(Stored dataset items)
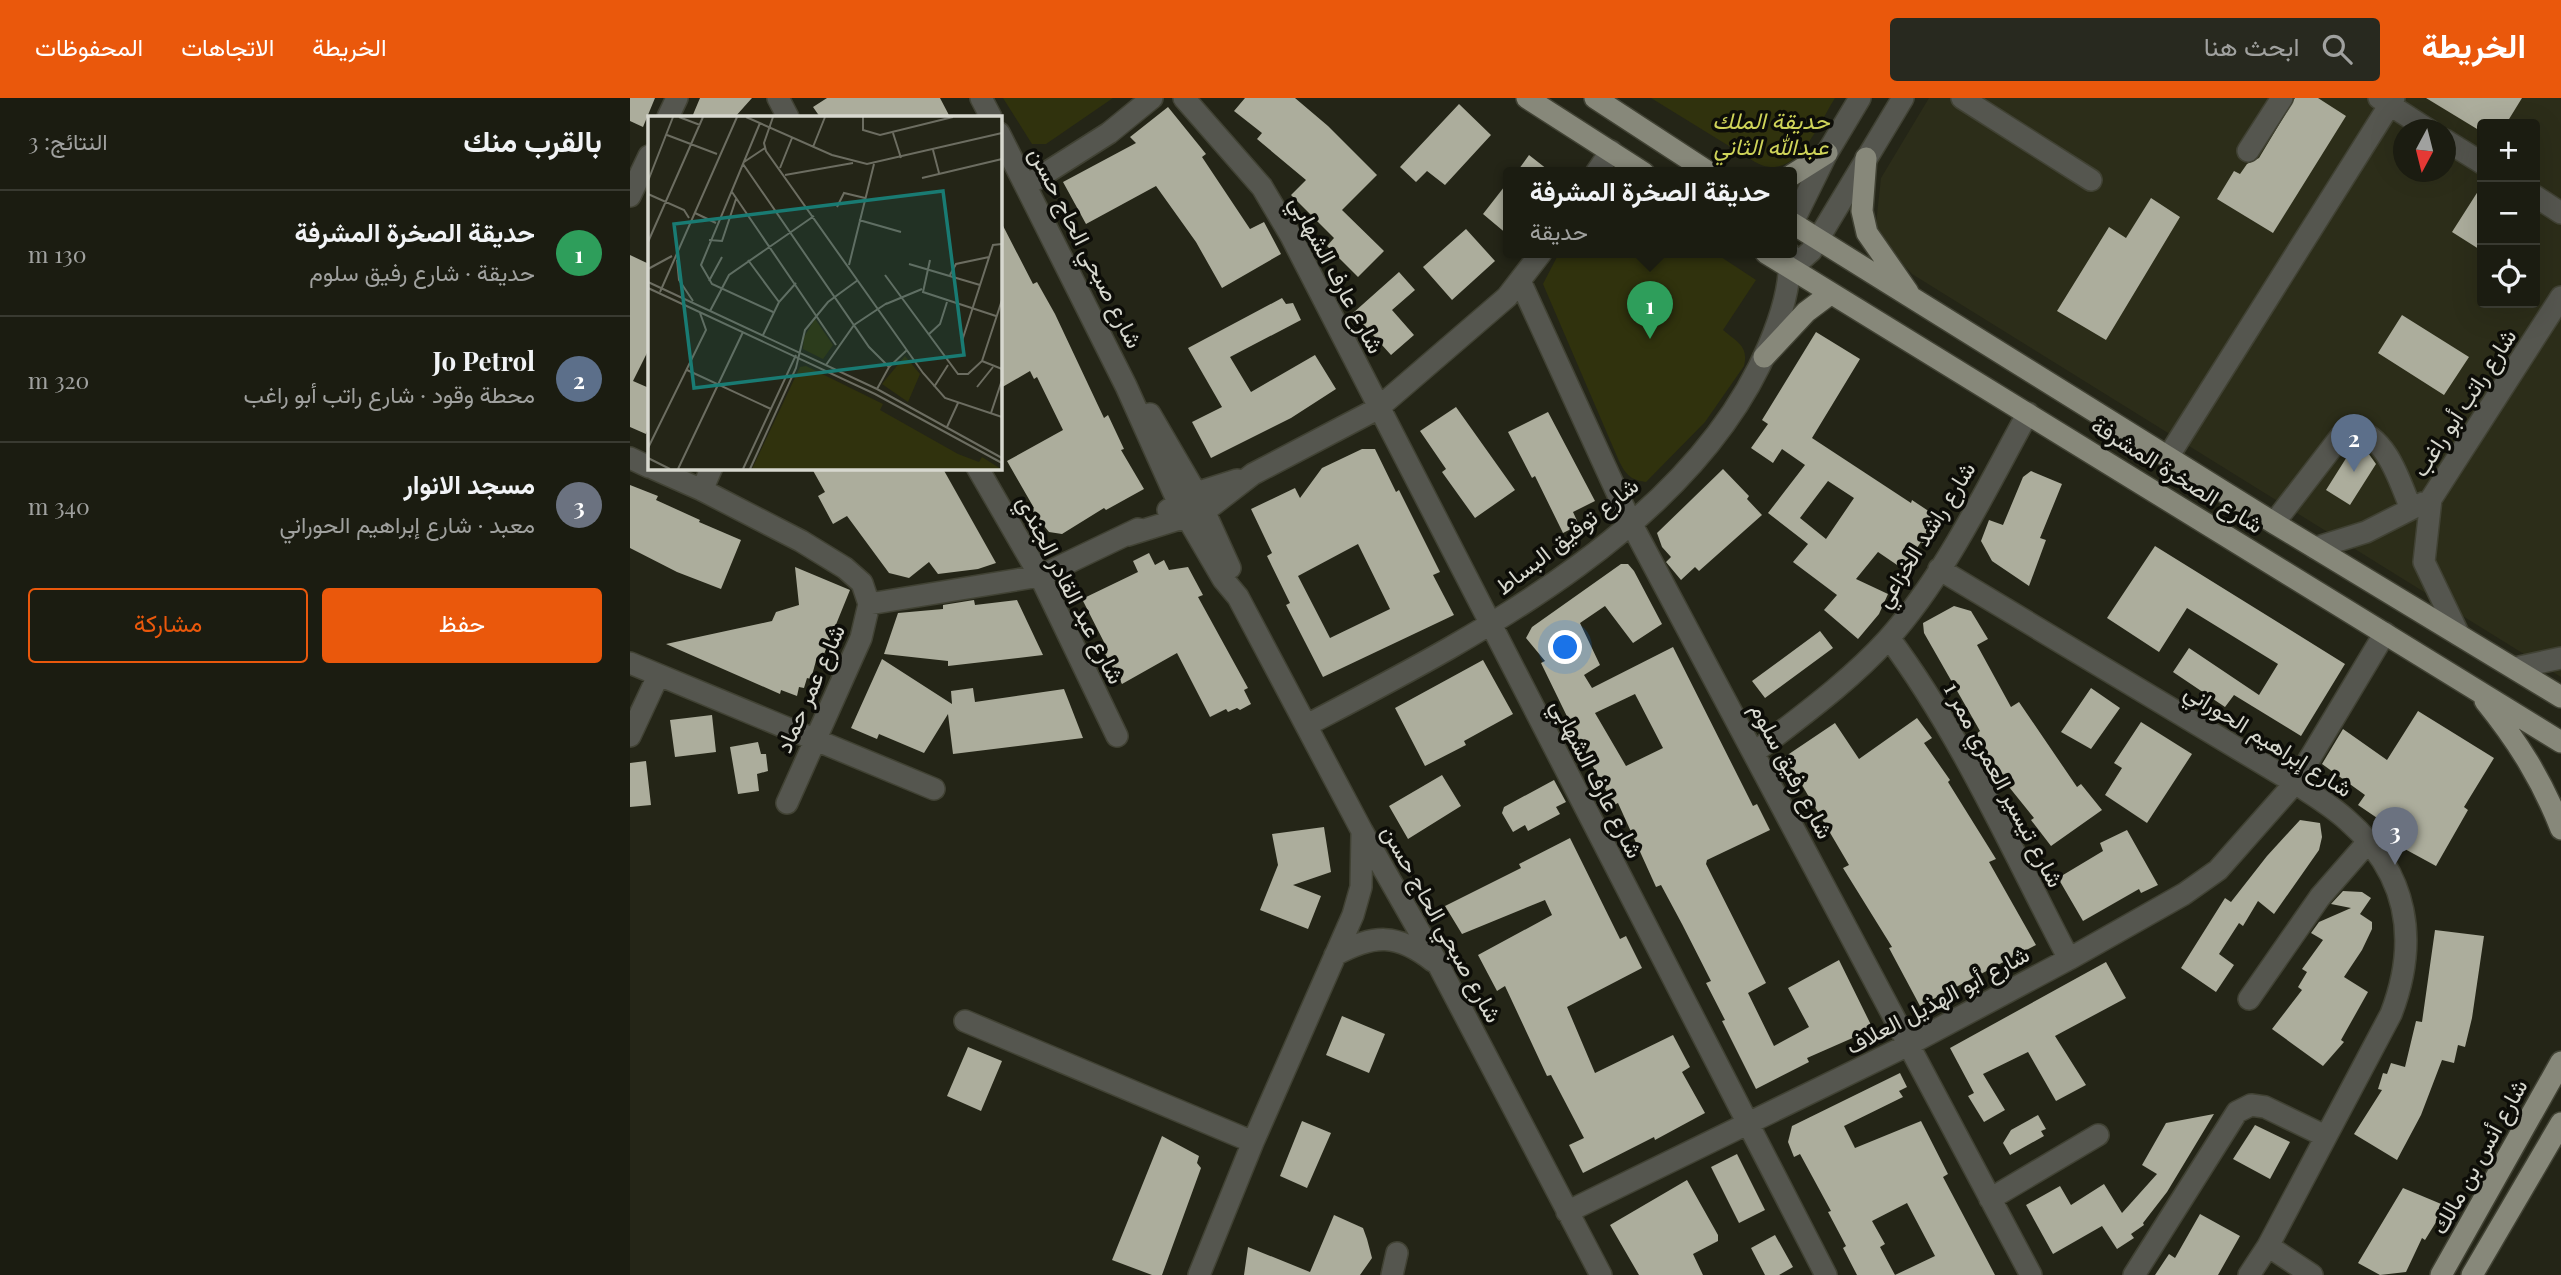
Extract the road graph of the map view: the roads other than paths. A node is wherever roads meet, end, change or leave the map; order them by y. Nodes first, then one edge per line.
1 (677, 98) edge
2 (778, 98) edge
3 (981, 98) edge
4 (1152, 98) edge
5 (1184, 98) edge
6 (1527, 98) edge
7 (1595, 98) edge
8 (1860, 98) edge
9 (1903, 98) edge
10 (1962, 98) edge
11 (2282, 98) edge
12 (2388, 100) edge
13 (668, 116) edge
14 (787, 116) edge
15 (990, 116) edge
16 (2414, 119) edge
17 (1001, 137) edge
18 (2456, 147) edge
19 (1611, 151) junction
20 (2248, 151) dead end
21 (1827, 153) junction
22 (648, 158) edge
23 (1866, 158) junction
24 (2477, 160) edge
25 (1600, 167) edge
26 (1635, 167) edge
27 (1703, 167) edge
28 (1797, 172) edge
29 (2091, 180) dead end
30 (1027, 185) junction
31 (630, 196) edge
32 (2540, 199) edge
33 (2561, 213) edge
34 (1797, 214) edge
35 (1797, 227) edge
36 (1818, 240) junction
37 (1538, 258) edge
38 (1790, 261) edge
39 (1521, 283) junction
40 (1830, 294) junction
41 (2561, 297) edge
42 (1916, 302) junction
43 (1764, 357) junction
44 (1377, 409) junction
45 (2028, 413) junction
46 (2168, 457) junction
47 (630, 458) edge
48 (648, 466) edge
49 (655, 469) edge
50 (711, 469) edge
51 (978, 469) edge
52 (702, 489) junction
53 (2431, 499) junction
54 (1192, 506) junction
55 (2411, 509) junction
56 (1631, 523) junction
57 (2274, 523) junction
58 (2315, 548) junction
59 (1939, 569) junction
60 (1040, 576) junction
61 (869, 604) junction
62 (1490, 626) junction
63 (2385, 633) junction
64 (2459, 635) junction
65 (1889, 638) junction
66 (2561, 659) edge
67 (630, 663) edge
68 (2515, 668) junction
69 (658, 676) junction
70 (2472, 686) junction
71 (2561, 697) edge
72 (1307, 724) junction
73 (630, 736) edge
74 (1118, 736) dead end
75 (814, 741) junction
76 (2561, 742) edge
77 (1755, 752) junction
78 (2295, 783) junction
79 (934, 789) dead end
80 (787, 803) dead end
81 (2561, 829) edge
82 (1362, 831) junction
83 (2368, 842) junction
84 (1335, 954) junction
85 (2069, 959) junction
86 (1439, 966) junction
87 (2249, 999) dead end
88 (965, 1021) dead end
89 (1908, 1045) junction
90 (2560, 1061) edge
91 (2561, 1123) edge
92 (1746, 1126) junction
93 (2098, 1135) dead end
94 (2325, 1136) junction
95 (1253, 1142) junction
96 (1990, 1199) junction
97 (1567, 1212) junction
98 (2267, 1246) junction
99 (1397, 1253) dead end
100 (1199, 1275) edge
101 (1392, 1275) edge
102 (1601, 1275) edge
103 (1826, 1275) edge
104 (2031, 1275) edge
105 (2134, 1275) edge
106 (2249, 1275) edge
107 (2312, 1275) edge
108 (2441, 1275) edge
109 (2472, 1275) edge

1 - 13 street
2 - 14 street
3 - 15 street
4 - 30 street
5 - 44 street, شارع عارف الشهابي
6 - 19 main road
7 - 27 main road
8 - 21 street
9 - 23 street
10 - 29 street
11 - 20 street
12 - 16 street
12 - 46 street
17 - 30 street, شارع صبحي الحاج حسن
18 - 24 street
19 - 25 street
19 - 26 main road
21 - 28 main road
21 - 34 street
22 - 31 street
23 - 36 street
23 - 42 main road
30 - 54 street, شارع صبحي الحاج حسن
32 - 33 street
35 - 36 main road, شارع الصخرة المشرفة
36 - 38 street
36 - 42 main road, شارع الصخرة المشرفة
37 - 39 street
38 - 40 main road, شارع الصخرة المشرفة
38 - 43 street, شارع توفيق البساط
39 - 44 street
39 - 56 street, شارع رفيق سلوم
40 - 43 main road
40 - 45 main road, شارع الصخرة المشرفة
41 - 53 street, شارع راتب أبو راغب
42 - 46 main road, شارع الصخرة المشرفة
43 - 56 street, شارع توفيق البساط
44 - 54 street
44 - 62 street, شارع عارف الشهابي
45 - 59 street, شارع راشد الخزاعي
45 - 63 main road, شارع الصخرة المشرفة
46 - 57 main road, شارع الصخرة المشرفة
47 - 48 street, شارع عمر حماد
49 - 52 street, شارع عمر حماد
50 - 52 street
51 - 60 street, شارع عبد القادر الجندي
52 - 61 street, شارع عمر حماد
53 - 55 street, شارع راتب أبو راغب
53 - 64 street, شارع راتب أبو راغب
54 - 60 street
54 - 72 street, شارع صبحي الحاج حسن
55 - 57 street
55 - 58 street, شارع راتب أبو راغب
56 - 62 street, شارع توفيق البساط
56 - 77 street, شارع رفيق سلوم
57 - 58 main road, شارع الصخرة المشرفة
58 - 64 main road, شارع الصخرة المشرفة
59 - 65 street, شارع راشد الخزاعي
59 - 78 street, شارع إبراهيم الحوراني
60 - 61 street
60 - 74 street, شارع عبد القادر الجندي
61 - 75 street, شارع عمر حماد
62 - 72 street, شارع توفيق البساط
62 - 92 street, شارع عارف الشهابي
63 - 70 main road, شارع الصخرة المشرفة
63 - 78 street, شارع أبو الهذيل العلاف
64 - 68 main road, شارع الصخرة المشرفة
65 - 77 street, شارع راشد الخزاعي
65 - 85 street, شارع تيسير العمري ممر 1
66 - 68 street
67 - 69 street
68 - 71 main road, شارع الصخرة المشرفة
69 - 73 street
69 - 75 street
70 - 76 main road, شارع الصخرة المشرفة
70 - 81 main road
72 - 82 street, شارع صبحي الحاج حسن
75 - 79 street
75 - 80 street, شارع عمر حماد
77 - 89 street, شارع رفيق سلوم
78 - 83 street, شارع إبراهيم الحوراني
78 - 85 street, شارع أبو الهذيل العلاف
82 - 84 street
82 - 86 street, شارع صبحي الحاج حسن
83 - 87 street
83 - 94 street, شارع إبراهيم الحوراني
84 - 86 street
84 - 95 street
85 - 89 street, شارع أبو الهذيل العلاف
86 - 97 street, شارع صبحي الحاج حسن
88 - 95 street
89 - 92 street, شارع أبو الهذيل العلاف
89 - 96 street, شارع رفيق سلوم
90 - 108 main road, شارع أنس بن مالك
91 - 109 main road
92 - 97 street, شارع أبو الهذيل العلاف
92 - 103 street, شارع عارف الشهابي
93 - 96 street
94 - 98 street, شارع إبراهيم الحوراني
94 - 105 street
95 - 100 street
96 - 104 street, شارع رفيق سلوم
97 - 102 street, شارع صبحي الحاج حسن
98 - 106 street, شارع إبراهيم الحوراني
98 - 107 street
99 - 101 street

Work item ->
Your answer should be one number: the count of lines in the data above that include the word "الجندي".

Answer to this task ->
2